Madre e hija protestan en contra de los recortes que se estan realizando bajo el gobierno de Rajoy.

"El problema económico es cómo reducir la relación entre el tamaño de la economía y su deuda. Si la economía crece, esto es posible. Si se contrae, la deuda se vuelve más onerosa", explicó Meyer.

En los cinco años de gobierno de Nicolas Sarkozy, que atravesó el vendaval financiero de 2007-2008, la economía francesa estuvo en recesión o se estancó y su deuda pasó del 64% del PIB al 91%.

Algunos analistas creen que tarde o temprano la reestructuración de la deuda será inevitable.

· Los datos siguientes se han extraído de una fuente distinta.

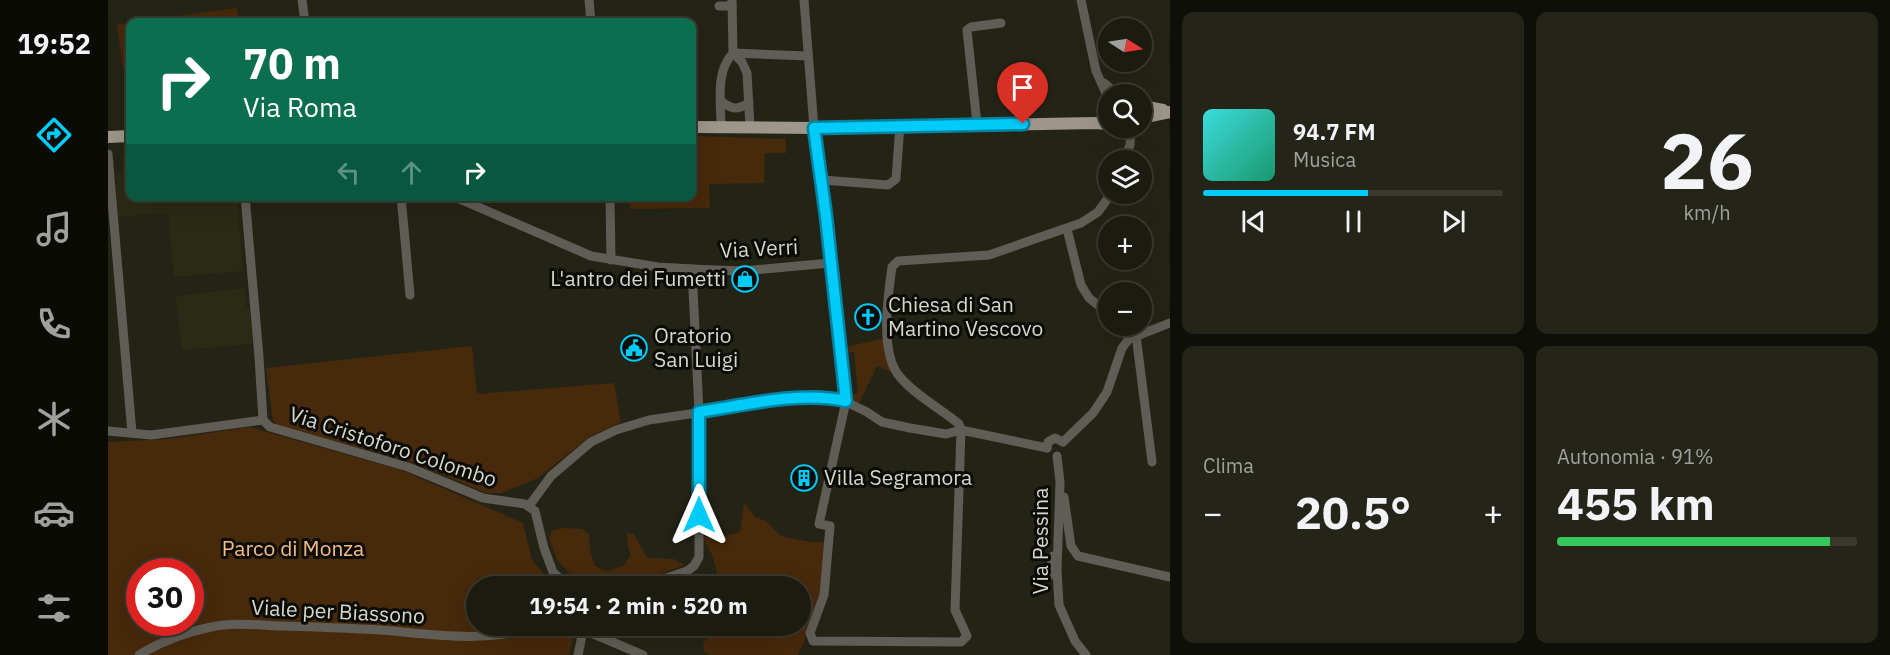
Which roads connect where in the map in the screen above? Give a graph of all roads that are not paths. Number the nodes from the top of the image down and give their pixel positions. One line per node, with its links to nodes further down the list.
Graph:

Y es que la austeridad encierra una paradoja: buena parte de los ahorros y de los aumentos impositivos sirven para pagar los intereses de lo adeudado.

En España, los gastos de la deuda consumirán un 75% del ajuste que se ejecutará en 2013. En Francia, el cálculo es que los ahorros se dedicarán por entero a pagar intereses, equivalentes a unos 46.000 millones de euros.

"Si no hay un retorno rápido al crecimiento económico, habrá una reestructuración. Esto ya ha pasado con Grecia, pero no a un nivel suficiente. Y una reestructuración impactará mucho a los acreedores, en su mayoría bancos europeos que ya son muy frágiles", le dijo a BBC Mundo James Meadaway.

Si la economía no vuelve a crecer y la protesta social se profundiza, la eurozona se asemejará cada vez más a un Titanic con los témpanos de su destrucción a la vista sin que nadie atine a un cambio de rumbo.